O capitão notou a redução na potência do motor, mas não percebeu a origem do problema, então iniciou uma descida rápida por precaução. Naquela época, a velocidade no ar já estava próxima da velocidade de estol, e o piloto automático já havia compensado com uma atitude de nariz para cima (ângulo de ataque ou AOA) de 5,8° em um esforço para manter uma altitude constante.

A West Caribbean, como todos os proprietários do MD-82, havia recebido um boletim de operação do fabricante dos aviões três anos antes, alertando que o piloto automático poderia tentar compensar a velocidade inadequada, mesmo permitindo que a velocidade continuasse caindo para uma situação de estol, sem enviar um aviso ou desconectar; o boletim aconselhava os pilotos a simplesmente monitorar a velocidade do ar durante o voo nivelado com piloto automático, mas o Caribe Ocidental não havia compartilhado este boletim com seus pilotos. Já se aproximando de uma condição de estol, o avião foi atingido por uma turbulência repentina, reduzindo o fluxo de ar nas entradas dos motores, o que reduziu ainda mais o empuxo. O fluxo de ar sobre a asa da aeronave parou. Embora o gravador de voz da cabine tenha captado o primeiro oficial diagnosticando corretamente a situação como um estol e tentando comunicar isso duas vezes ao capitão, o capitão provavelmente ficou confuso com o comportamento incomum dos motores, devido ao sistema anti-gelo e provavelmente ao interrupção do fluxo de ar causada pela turbulência.

O capitão pensou que estava lutando com uma falha de motor, que ele disse ao primeiro oficial para comunicar ao controlador de tráfego aéreo de Maiquetia, e não reconheceu a situação; ele então administrou mal o estol aumentando a atitude do nariz para cima para um ângulo de 10,6°, o que agravou a queda no fluxo de ar para os motores e aumentou ainda mais o estol. Em menos de três minutos, a aeronave mergulhou de mais de 33.000 pés (10.000 m), atingindo uma taxa máxima de descida de mais de 300 pés/s (90 m/s), caindo de barriga e explodindo às 07:01 (UTC). O local do acidente foi em um campo em uma fazenda de gado perto de Machiques, no oeste do estado de Zulia, Venezuela (a cerca de 30 quilômetros [19 milhas, 16 milhas náuticas] da fronteira colombiana). Todas as pessoas que estavam a bordo do jato morreram, sendo o maior desastre aéreo ocorrido na Venezuela, desbancando o acidente do voo VIASA 742.
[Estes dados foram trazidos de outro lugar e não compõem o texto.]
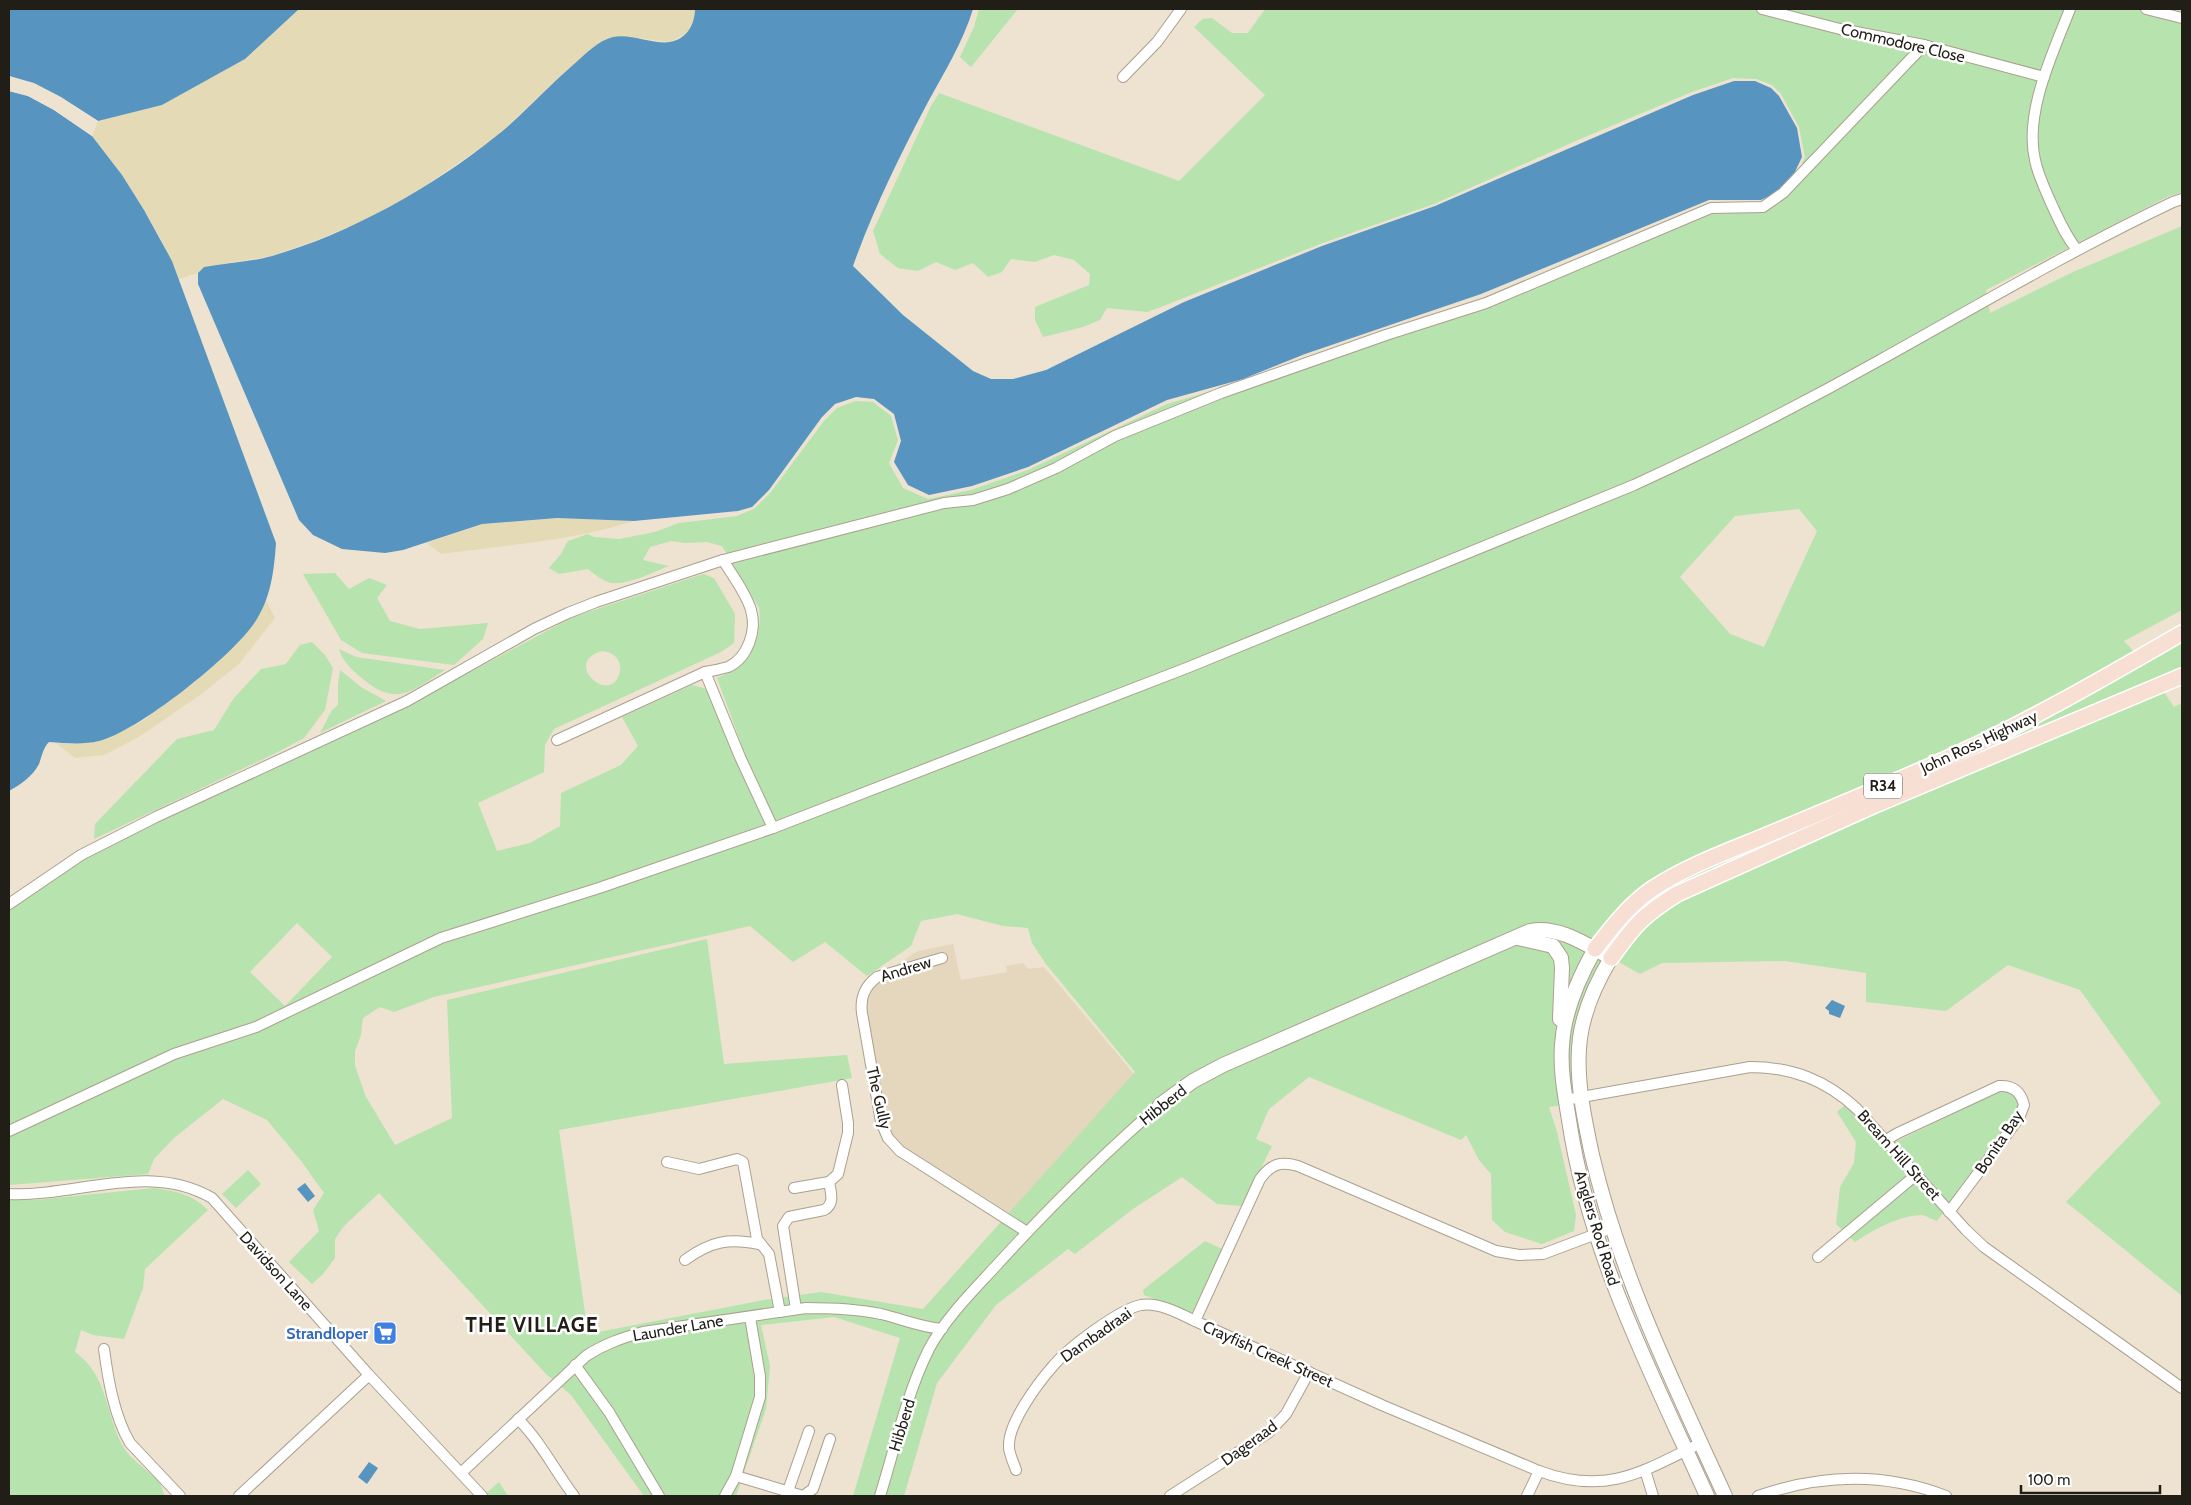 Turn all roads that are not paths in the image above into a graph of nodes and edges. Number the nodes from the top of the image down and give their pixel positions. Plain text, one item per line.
1 (1180, 9) edge
2 (1762, 9) edge
3 (2070, 9) edge
4 (2146, 9) edge
5 (2182, 18) edge
6 (1924, 46) junction
7 (1123, 77) dead end
8 (2044, 77) junction
9 (2182, 200) edge
10 (2077, 250) junction
11 (722, 560) junction
12 (2182, 633) edge
13 (705, 672) junction
14 (2182, 676) edge
15 (557, 740) dead end
16 (773, 828) junction
17 (9, 904) edge
18 (1518, 938) junction
19 (1595, 949) junction
20 (942, 958) dead end
21 (1611, 958) junction
22 (870, 982) joint
23 (1562, 1044) junction
24 (842, 1086) dead end
25 (1582, 1098) junction
26 (1565, 1100) junction
27 (1160, 1105) joint
28 (9, 1131) edge
29 (1886, 1140) junction
30 (666, 1162) dead end
31 (1916, 1175) junction
32 (829, 1182) junction
33 (794, 1188) dead end
34 (9, 1194) edge
35 (1950, 1212) junction
36 (1612, 1228) junction
37 (1026, 1232) junction
38 (1595, 1235) junction
39 (759, 1244) junction
40 (1818, 1258) dead end
41 (685, 1260) dead end
42 (796, 1309) junction
43 (780, 1312) junction
44 (750, 1317) junction
45 (1195, 1321) junction
46 (942, 1329) junction
47 (104, 1348) dead end
48 (575, 1365) junction
49 (1309, 1372) junction
50 (369, 1375) junction
51 (2182, 1388) edge
52 (518, 1419) junction
53 (809, 1431) dead end
54 (830, 1439) dead end
55 (1701, 1443) junction
56 (1686, 1450) junction
57 (1016, 1470) dead end
58 (1644, 1470) junction
59 (1539, 1471) junction
60 (461, 1473) junction
61 (736, 1476) junction
62 (788, 1491) junction
63 (1187, 1492) edge
64 (180, 1496) edge
65 (239, 1496) edge
66 (482, 1496) edge
67 (574, 1496) edge
68 (659, 1496) edge
69 (725, 1496) edge
70 (880, 1496) edge
71 (1170, 1496) edge
72 (1528, 1496) edge
73 (1653, 1496) edge
74 (1707, 1496) edge
75 (1725, 1496) edge
76 (1758, 1496) edge
77 (1946, 1496) edge

1 - 7 street
2 - 6 street, Commodore Close
3 - 8 street
4 - 5 street
6 - 8 street, Commodore Close
6 - 11 street
8 - 10 street
9 - 10 street
10 - 16 street
11 - 13 street
11 - 17 street
12 - 19 main road, John Ross Highway / R34
13 - 15 street
13 - 16 street
14 - 21 main road, John Ross Highway / R34
16 - 28 street
18 - 19 street, Hibberd
18 - 23 street
18 - 27 street, Hibberd
19 - 21 street, Hibberd
19 - 23 street, Anglers Rod Road
20 - 22 street, Andrew
21 - 25 street, Anglers Rod Road
22 - 37 street, The Gully
23 - 26 street, Anglers Rod Road
24 - 32 street
25 - 26 street, Bream Hill Street
25 - 29 street, Bream Hill Street
25 - 36 street, Anglers Rod Road
26 - 38 street, Anglers Rod Road
27 - 37 street, Hibberd
29 - 31 street, Bream Hill Street
29 - 35 street, Bonita Bay
30 - 39 street
31 - 35 street, Bream Hill Street
31 - 40 street
32 - 33 street
32 - 42 street
34 - 50 street, Davidson Lane
35 - 51 street, Bream Hill Street
36 - 38 street, Crayfish Creek Street
36 - 55 street, Anglers Rod Road
37 - 46 street, Hibberd
38 - 45 street, Crayfish Creek Street
38 - 56 street, Anglers Rod Road
39 - 41 street
39 - 43 street
42 - 43 street, Launder Lane
42 - 46 street, Launder Lane
43 - 44 street, Launder Lane
44 - 48 street, Launder Lane
44 - 61 street
45 - 49 street, Crayfish Creek Street
45 - 57 street, Dambadraai
46 - 70 street, Hibberd
47 - 64 street
48 - 52 street, Launder Lane
48 - 68 street
49 - 59 street, Crayfish Creek Street
49 - 63 street, Dageraad
50 - 60 street, Davidson Lane
50 - 65 street
52 - 60 street, Launder Lane
52 - 67 street
53 - 62 street
54 - 62 street
55 - 56 street, Crayfish Creek Street
55 - 75 street, Anglers Rod Road
56 - 58 street, Crayfish Creek Street
56 - 74 street, Anglers Rod Road
58 - 59 street, Crayfish Creek Street
58 - 73 street
59 - 72 street
60 - 66 street, Davidson Lane
61 - 62 street
61 - 69 street
63 - 71 street, Dageraad
76 - 77 street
Todos os horários são UTC. (Para a hora local no Panamá e na Colômbia, subtraia 5 horas; para a Venezuela, subtraia 4:30 horas; para Martinica, subtraia 4. e para Brasília subtraia 3 horas)
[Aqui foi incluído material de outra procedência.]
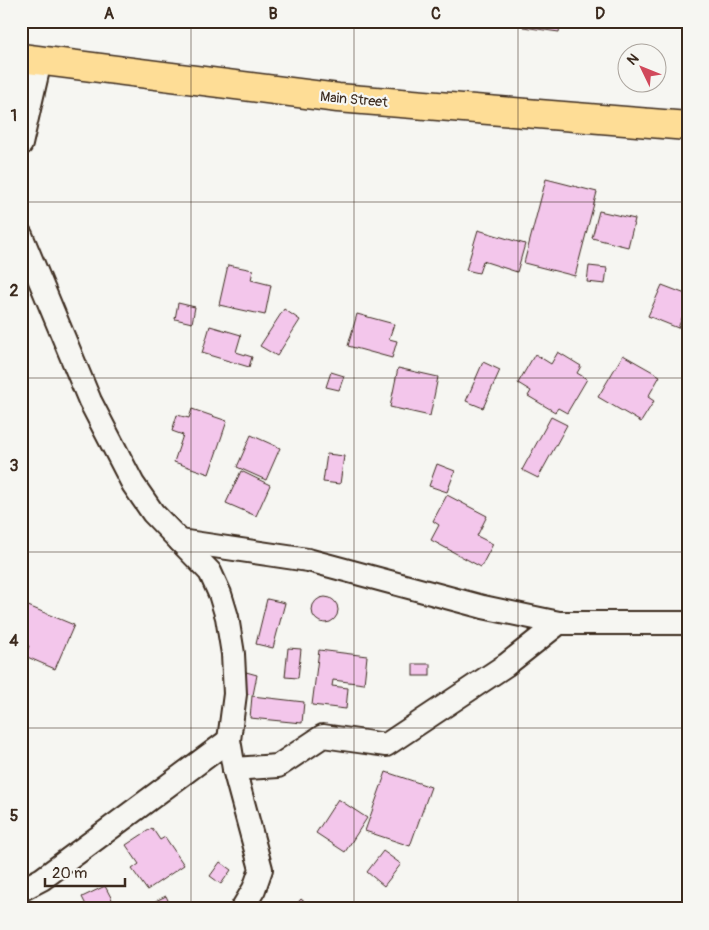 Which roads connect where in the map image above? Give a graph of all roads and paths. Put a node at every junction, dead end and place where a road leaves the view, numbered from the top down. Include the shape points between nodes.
1 (30, 59) edge
2 (688, 126) edge
3 (21, 144) edge
4 (21, 236) edge
5 (180, 541) junction
6 (688, 622) edge
7 (559, 623) junction
8 (228, 740) junction
9 (234, 769) junction
10 (21, 890) edge
11 (242, 909) edge

1 - 2 highway, Main Street via 338,98
1 - 3 street
4 - 5 street via 90,401 124,468 153,513
5 - 7 street via 308,560 484,607
5 - 8 street via 210,572 227,617 235,694
6 - 7 street
7 - 9 street via 506,665 386,746 323,736 278,766
8 - 9 street
8 - 10 street via 42,879
9 - 11 street via 261,869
06:00 O voo 708 parte do Panamá com destino à Martinica.

06:51 Tripulação relata problema em um motor.

06:58 A tripulação solicita e recebe permissão para descer de 31.000 a 14.000 pés (9.400 a 4.300 m).
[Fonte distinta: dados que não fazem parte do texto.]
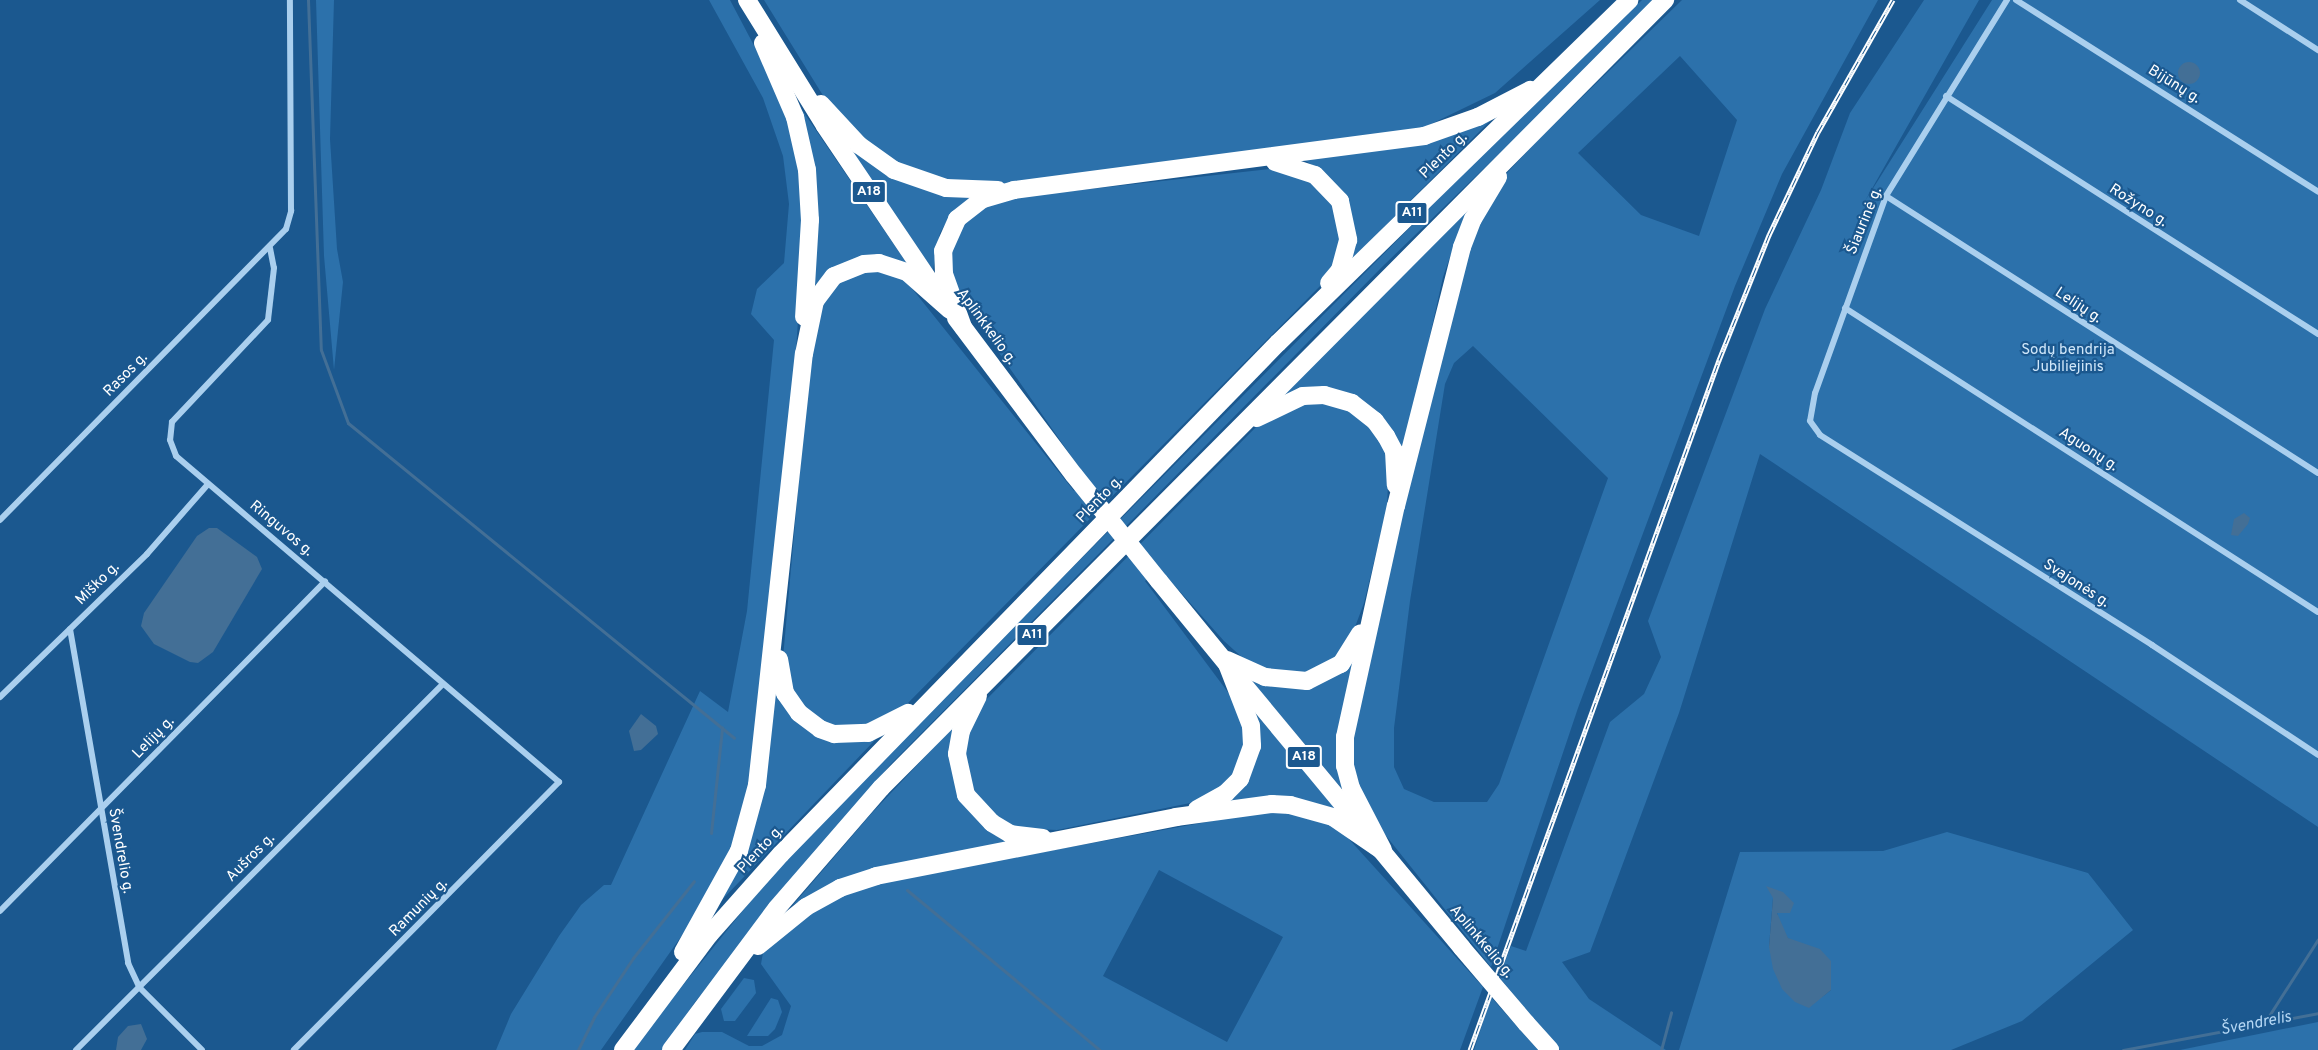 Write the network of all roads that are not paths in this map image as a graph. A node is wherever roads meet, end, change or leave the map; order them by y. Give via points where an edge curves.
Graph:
1 (290, 0) edge
2 (745, 0) edge
3 (1630, 0) edge
4 (1665, 0) edge
5 (2007, 0) edge
6 (2016, 0) edge
7 (2240, 0) edge
8 (2318, 50) edge
9 (792, 72) junction
10 (1545, 82) junction
11 (1946, 96) junction
12 (1540, 124) junction
13 (1258, 160) junction
14 (1014, 190) junction
15 (2318, 192) edge
16 (1886, 196) junction
17 (270, 248) junction
18 (1845, 308) junction
19 (950, 310) junction
20 (963, 327) junction
21 (2318, 334) edge
22 (1278, 344) junction
23 (804, 354) junction
24 (1232, 433) junction
25 (1820, 435) joint
26 (2318, 473) edge
27 (208, 484) junction
28 (1396, 506) junction
29 (0, 520) edge
30 (325, 581) junction
31 (782, 585) junction
32 (1373, 605) junction
33 (2318, 612) edge
34 (70, 629) junction
35 (1224, 660) junction
36 (986, 681) junction
37 (443, 684) junction
38 (0, 697) edge
39 (928, 702) junction
40 (2318, 755) edge
41 (559, 782) joint
42 (101, 809) junction
43 (1176, 817) junction
44 (1066, 839) junction
45 (1384, 853) junction
46 (0, 911) edge
47 (139, 987) junction
48 (642, 1020) junction
49 (690, 1023) junction
50 (76, 1050) edge
51 (202, 1050) edge
52 (294, 1050) edge
53 (623, 1050) edge
54 (671, 1050) edge
55 (1550, 1050) edge

1 - 17 street, Rasos g. via 291,211 286,229
2 - 9 highway, Aplinkkelio g. / A18
2 - 23 highway via 795,117 807,170 810,220
3 - 10 highway, Plento g. / A11
4 - 12 highway, A11
5 - 11 street, Šiaurinė g.
6 - 15 street, Bijūnų g.
7 - 8 street
9 - 14 highway via 859,145 894,170 946,188
9 - 19 highway, Aplinkkelio g. / A18
10 - 13 highway via 1451,129
10 - 22 highway, Plento g. / A11
11 - 16 street, Šiaurinė g.
11 - 21 street, Rožyno g.
12 - 24 highway, A11
12 - 28 highway via 1488,191 1462,247
13 - 14 highway
13 - 22 highway via 1301,167 1315,175 1334,191 1347,222 1348,240 1340,270
14 - 20 highway via 983,199 966,210 946,237 944,274
16 - 18 street, Šiaurinė g.
16 - 26 street, Lelijų g.
17 - 27 street, Ringuvos g. via 274,268 268,320 172,423 170,440 176,456
17 - 29 street, Rasos g.
18 - 25 street, Šiaurinė g. via 1811,408 1810,421
18 - 33 street, Aguonų g.
19 - 20 highway, Aplinkkelio g. / A18
19 - 23 highway via 917,280 895,267 864,264 847,269 824,286 815,301
20 - 35 highway, Aplinkkelio g. / A18, bridge via 1074,475
22 - 39 highway, Plento g. / A11
23 - 31 highway
24 - 28 highway via 1276,406 1303,396 1324,395 1352,404 1375,420 1394,451
24 - 36 highway, A11
25 - 40 street, Svajonės g.
27 - 30 street, Ringuvos g.
27 - 34 street, Miško g. via 147,554
28 - 32 highway
30 - 37 street, Ringuvos g.
30 - 42 street, Lelijų g.
31 - 39 highway via 780,676 785,693 809,722 834,734 868,733
31 - 48 highway via 750,819 724,882
32 - 35 highway via 1350,655 1320,678 1283,682
32 - 45 highway via 1344,753 1352,788
34 - 38 street, Miško g.
34 - 42 street, Švendrelio g.
35 - 43 highway via 1251,726 1247,764 1226,794
35 - 45 highway, Aplinkkelio g. / A18
36 - 44 highway via 961,731 957,754 966,795 992,823 1010,834
36 - 49 highway, A11 via 827,848
37 - 41 street, Ringuvos g.
37 - 47 street, Aušros g.
39 - 48 highway, Plento g. / A11 via 781,854 709,935
41 - 52 street, Ramunių g.
42 - 46 street, Lelijų g.
42 - 47 street, Švendrelio g. via 128,963
43 - 44 highway
43 - 45 highway via 1290,804 1332,818
44 - 49 highway via 876,876 840,888 806,907 761,943 713,1003
45 - 55 highway, Aplinkkelio g. / A18, bridge
47 - 50 street, Aušros g.
47 - 51 street, Švendrelio g.
48 - 53 highway, Plento g. / A11
49 - 54 highway, A11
06:59 Tripulação envia pedido de socorro: ambos os motores com defeito, aeronave incontrolável.

07:00 Avião cai perto de Machiques, Venezuela.

A Junta de Investigação de Acidentes Aéreos (JIAAC, espanhol: Junta Investigadora de Accidentes de Aviación Civil) da Venezuela liderou a investigação das causas do acidente. O Escritório de Investigações e Análises para a Segurança da Aviação Civil da França (BEA, francês: Bureau d'Enquêtes et d'Analyses pour la Sécurité de l'Aviation Civile) foi atribuído a principal responsabilidade pela análise investigativa do gravador de dados de voo e do gravador de voz da cabine (CVR), com o Conselho Nacional de Segurança e Transporte dos Estados Unidos (CNST; inglês: NTSB - National Transportation Safety Board) também participou da recuperação do FDR. Em 22 de novembro de 2005, a JIAAC divulgou um relatório inicial (significativamente alterado no momento do relatório final) sugerindo que um acúmulo de gelo dentro da sonda PT2 de cada motor foi parcialmente responsável pelo acidente. A análise do CVR mostrou que a tripulação discutiu as condições meteorológicas, incluindo gelo, e continuamente solicitou e realizou descidas, que é a resposta usual a uma situação de baixa potência ou baixa velocidade.